Aim of the task:
Each line from the material with the word "junctions" in it must be copied.

Exercise inputs:

[Start of section]

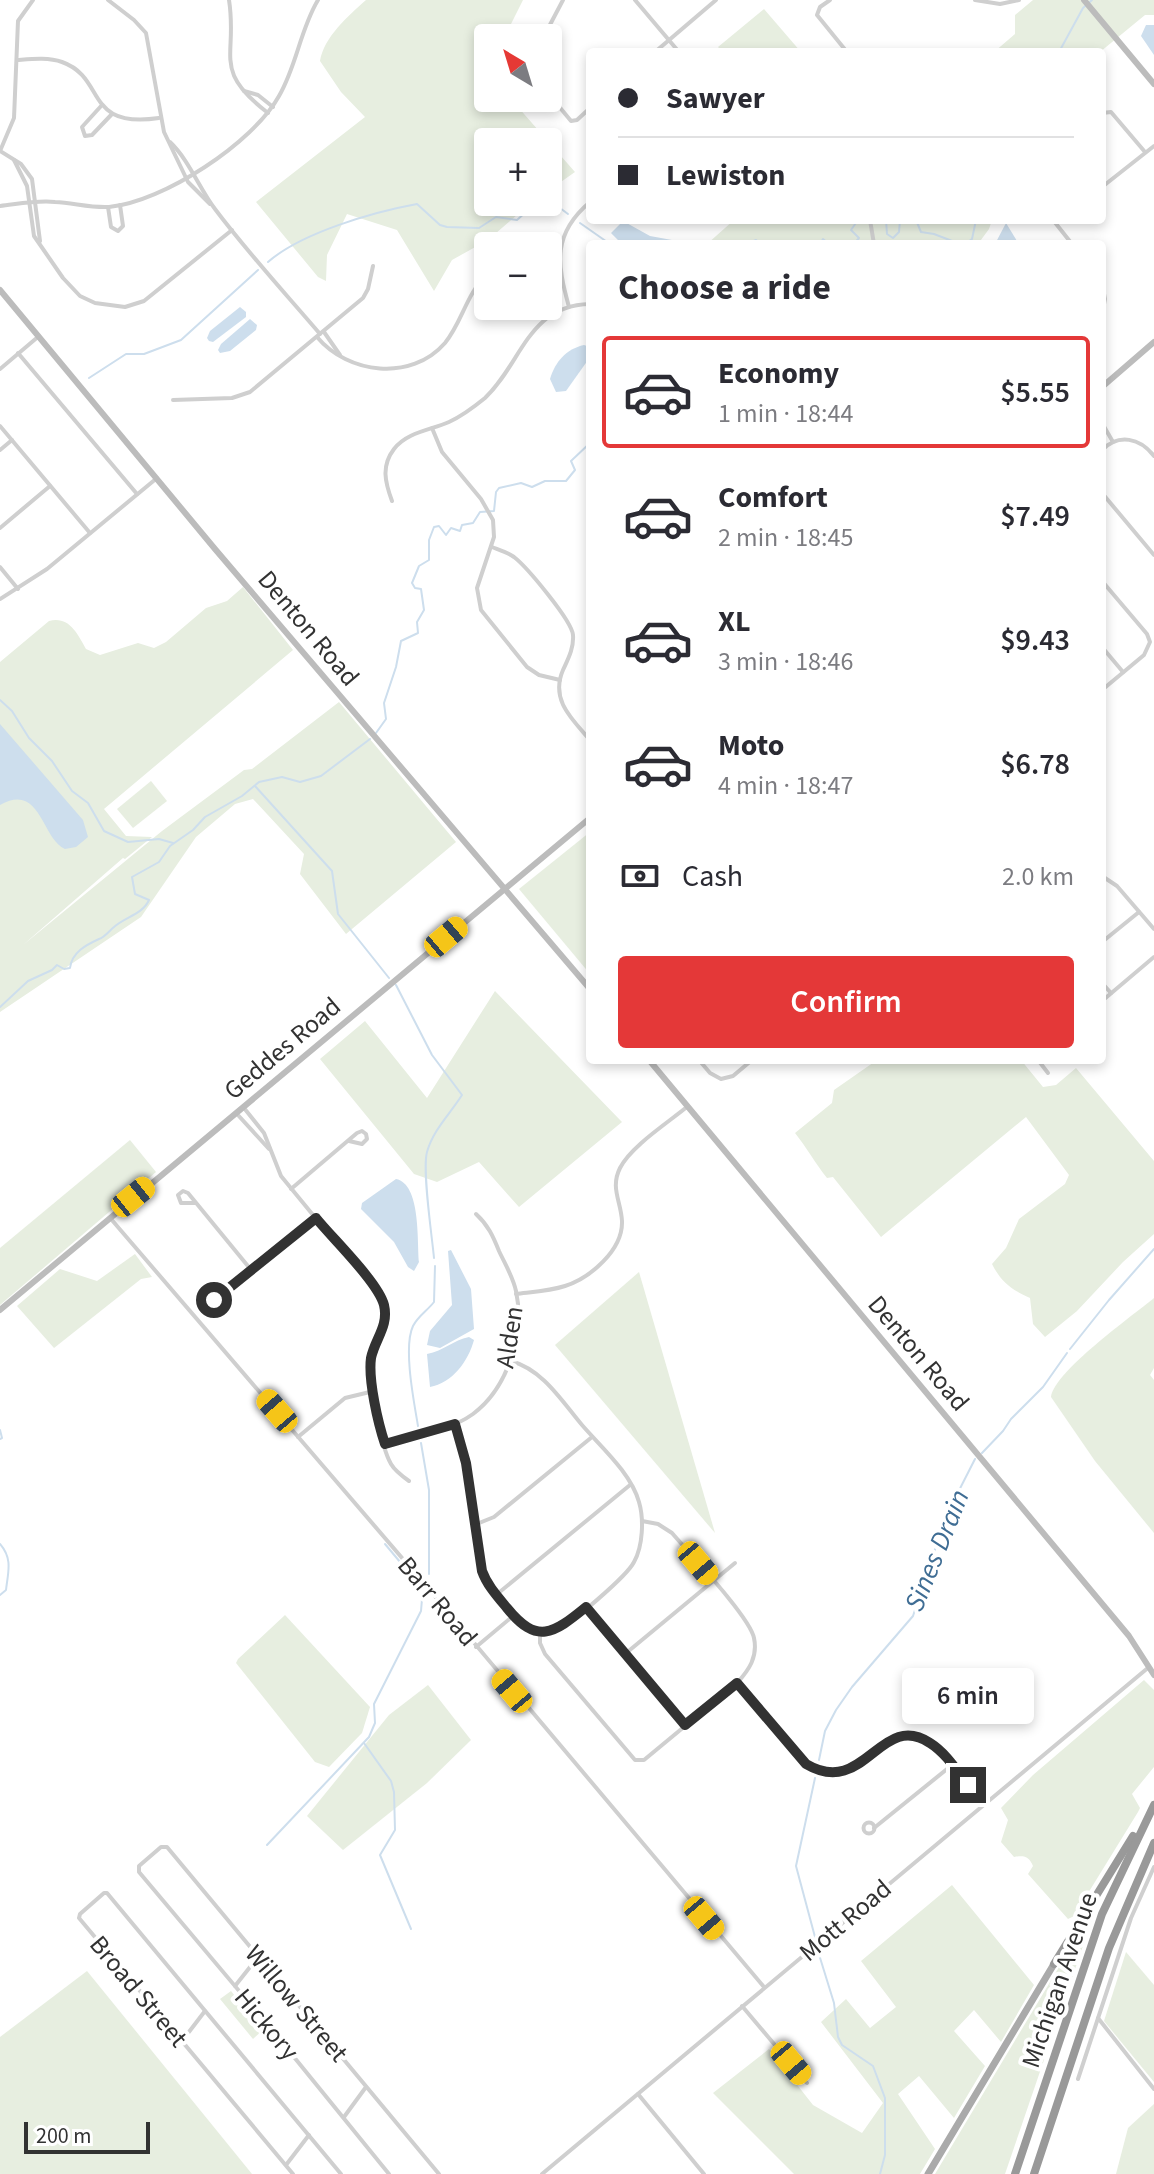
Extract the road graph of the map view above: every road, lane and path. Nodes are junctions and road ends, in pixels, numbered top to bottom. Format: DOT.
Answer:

[End of section]
[Start of section]

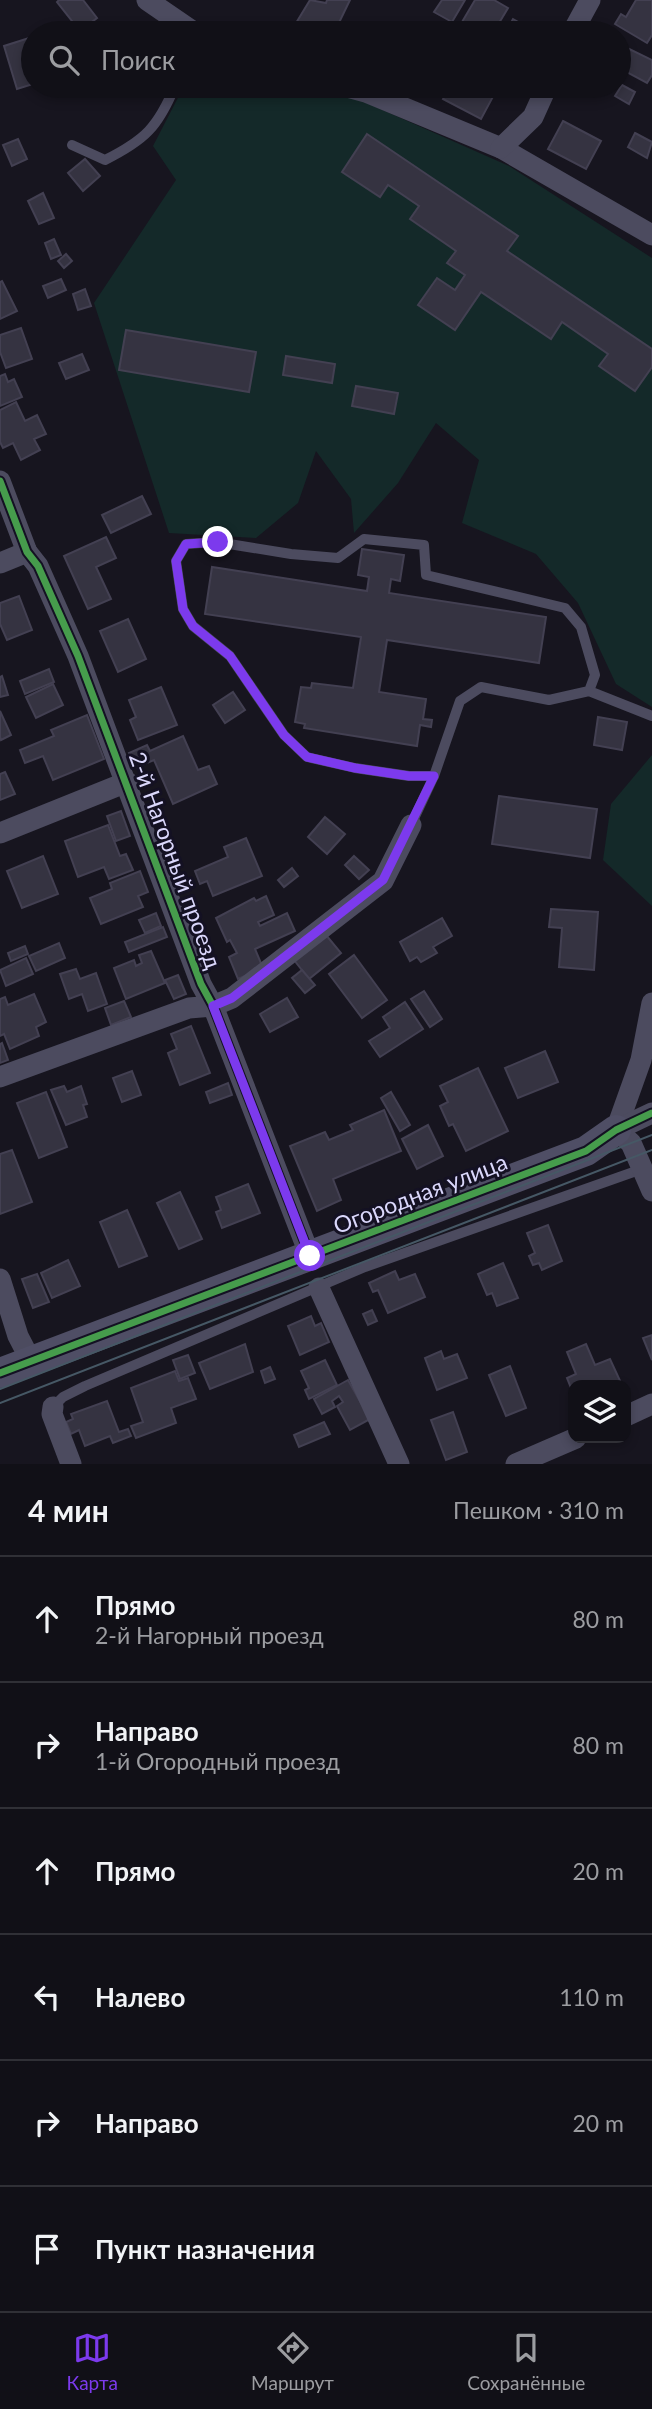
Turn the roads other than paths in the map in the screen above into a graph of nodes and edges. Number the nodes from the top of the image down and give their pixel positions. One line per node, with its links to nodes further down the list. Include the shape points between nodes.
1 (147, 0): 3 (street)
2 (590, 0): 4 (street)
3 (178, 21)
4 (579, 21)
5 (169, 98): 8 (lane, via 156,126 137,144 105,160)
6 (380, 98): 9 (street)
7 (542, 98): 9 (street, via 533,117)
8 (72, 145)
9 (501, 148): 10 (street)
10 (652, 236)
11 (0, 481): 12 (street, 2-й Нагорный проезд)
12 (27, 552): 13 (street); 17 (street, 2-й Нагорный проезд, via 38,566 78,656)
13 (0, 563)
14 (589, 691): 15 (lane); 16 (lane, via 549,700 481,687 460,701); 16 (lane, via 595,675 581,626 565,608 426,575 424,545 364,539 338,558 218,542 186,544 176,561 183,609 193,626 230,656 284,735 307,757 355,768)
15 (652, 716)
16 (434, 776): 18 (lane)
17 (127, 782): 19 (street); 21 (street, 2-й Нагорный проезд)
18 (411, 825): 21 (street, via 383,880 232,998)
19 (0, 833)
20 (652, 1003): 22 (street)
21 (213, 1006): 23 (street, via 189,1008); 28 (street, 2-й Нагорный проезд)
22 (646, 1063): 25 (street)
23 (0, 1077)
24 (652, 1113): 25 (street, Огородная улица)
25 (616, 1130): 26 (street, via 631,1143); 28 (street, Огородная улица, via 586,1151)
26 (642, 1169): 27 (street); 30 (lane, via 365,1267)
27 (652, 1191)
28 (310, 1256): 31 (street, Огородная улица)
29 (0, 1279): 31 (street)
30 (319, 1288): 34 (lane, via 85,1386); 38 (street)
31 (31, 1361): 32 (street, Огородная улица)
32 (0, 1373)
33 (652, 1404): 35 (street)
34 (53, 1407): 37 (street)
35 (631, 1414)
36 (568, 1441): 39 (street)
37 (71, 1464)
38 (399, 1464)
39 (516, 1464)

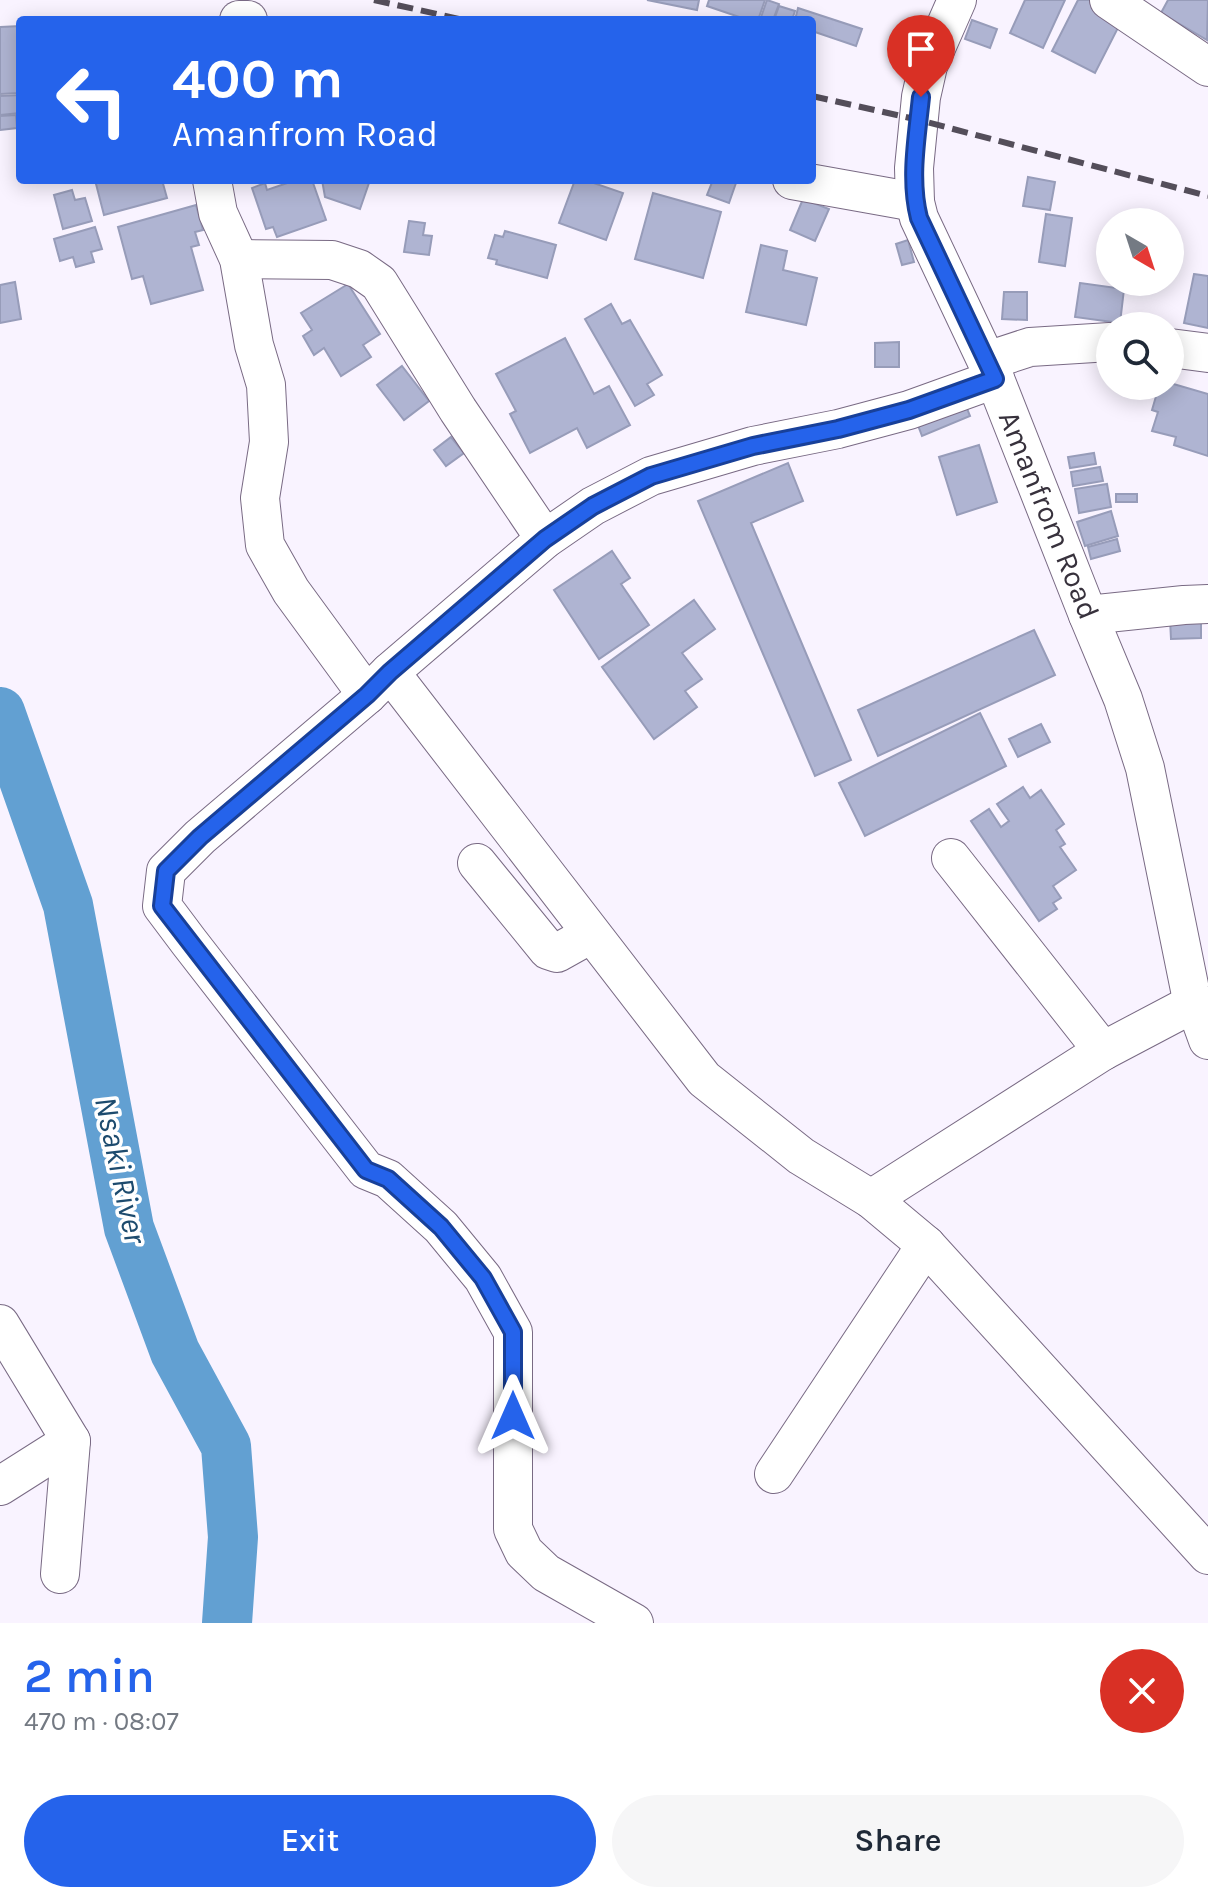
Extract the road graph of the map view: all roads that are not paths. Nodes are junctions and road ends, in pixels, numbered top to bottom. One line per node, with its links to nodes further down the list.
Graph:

[End of section]

Answer section:
Extract the road graph of the map view above: every road, lane and path. Nodes are junctions and road ends, in pixels, numbered top to bottom. Format: DOT.
Extract the road graph of the map view: all roads that are not paths. Nodes are junctions and road ends, in pixels, numbered top to bottom. One line per node, with its links to nodes further down the list.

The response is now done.